Vegan White Chicken Chili Casserole
The Vegan White Chicken Chili Casserole uses rehydrated soy curls or store-bought vegan chicken pieces combined with sautéed onions and a mix of poblano, jalapeños, and green bell peppers. Spices including cumin, chili powder, and garlic powder season the filling, which incorporates rice, salsa verde, and beans before baking into a cheese-topped casserole.
Ingredients
- 3 ounces soy curls or 3 servings store-bought vegan chicken strips (thawed
- 1 tablespoon neutral cooking oil see FAQs above if you avoid oil, generic cooking oil
- 1 large yellow onion chopped
- 1 large poblano pepper seeded and chopped
- 2 large jalapeno pepper or keep some of the seeds for a spicier dish, seeded and chopped
- 1 large green bell pepper seeded and chopped
- 2 teaspoons cumin ground
- 1 ½ teaspoons chili powder the blend, not pure chile pepper
- 1 teaspoon garlic powder
- salt
- black pepper
- 1 cup long grain white rice uncooked
- 2 cups water
- 2 cups salsa verde
- 1 (15 oz) can pinto beans or white beans, rinsed and drained
- 1 ½ cups vegan cheese I used Daiya Mexican style shreds, shredded, divided
- ½ cup cilantro chopped fresh, plus more for serving
- avocado for serving
- cilantro
- lime
Instructions
- Skip this step if using store-bought chick-un strips. To rehydrate and season the soy curls, place in a large bowl. Cover with 2 cups of salty broth OR water seasoned with any vegan chicken-flavor seasoning you like. *I used water and 2 tablespoons of my DIY "chicken" broth mix. Let the soy curls soak for 15 minutes, then drain, and squeeze the soy curls to remove excess water. Set aside.
- Preheat the oven to 400 degrees, and preheat a large, 12-inch cast iron skillet over medium heat (see Notes).
- Add the oil, onion, poblano, and jalapenos to the pan. Stirring occasionally, cook for 8 to 10 minutes or until the onion is translucent.

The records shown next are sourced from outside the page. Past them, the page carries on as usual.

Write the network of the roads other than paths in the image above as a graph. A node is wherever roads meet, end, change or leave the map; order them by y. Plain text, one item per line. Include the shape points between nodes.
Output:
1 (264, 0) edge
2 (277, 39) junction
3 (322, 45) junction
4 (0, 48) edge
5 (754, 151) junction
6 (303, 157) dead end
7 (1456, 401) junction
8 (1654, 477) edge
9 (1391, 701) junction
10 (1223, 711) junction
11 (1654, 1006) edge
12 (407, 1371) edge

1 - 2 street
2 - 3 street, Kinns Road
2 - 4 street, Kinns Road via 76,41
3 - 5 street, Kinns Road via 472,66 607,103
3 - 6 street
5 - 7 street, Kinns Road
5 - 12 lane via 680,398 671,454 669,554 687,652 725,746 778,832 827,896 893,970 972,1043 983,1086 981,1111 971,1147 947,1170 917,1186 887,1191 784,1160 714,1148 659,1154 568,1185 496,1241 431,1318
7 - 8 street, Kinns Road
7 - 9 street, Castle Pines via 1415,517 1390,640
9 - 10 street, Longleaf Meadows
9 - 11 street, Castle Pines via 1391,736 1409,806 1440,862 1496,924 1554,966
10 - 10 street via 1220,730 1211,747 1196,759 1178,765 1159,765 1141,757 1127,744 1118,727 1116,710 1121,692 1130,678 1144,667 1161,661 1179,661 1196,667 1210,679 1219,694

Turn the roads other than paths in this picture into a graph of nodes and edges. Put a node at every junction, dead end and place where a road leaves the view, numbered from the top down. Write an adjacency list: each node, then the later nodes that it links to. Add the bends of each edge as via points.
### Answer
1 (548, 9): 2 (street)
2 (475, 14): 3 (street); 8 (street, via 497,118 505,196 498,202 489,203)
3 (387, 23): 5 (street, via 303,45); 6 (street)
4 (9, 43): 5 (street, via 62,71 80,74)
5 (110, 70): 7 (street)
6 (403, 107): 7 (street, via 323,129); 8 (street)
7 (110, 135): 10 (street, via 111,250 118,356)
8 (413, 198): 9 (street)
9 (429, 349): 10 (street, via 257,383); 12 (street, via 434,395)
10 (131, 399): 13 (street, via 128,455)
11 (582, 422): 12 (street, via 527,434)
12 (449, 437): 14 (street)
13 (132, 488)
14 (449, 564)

- Add the rehydrated soy curls (or vegan chicken) to the pan, and cook for 3 to 5 minutes or until lightly browned. Add the cumin, chili powder, garlic powder, and a generous pinch of both salt and pepper. Stir frequently, and cook for 1 to 2 minutes.
- Stir in the rice and cook 1 to 2 minutes, just until lightly toasted. Add 2 cups of water. Bring to a boil. Cover the skillet, reduce heat to the lowest setting, and cook 12 to 14 minutes or until the rice is soft. Add the salsa verde, beans, ½ cup shredded cheese, and ½ cup chopped cilantro to the skillet. Stir well. Remove from heat, and top with the remaining 1 cup shredded cheese.
- Cover the skillet with foil (or use an oven-safe lid). Bake for 10 minutes or until the cheese is melted. Tip: using a lid or foil traps moisture inside and is the key to perfectly melted vegan cheese!
- Serve with avocado, cilantro, and a squeeze of fresh lime.
Notes
- If a cast iron skillet is unavailable, cook the filling in a large sauté pan and transfer it to a baking dish to bake the casserole.
- Store leftovers in an airtight container in the refrigerator for up to 5 days or freeze for longer preservation.
Nutrition Information
Nutrition Facts
Serving: 5 servings
Amount Per Serving
Calories 425
% Daily Value*
| Calories | 425kcal | 21% |
| Carbohydrates | 61g | 20% |
| Protein | 15g | 30% |
| Fat | 13g | 20% |
| Cholesterol | 0mg | 0% |
| Fiber | 9g | 36% |
* Percent Daily Values are based on a 2,000 calorie diet.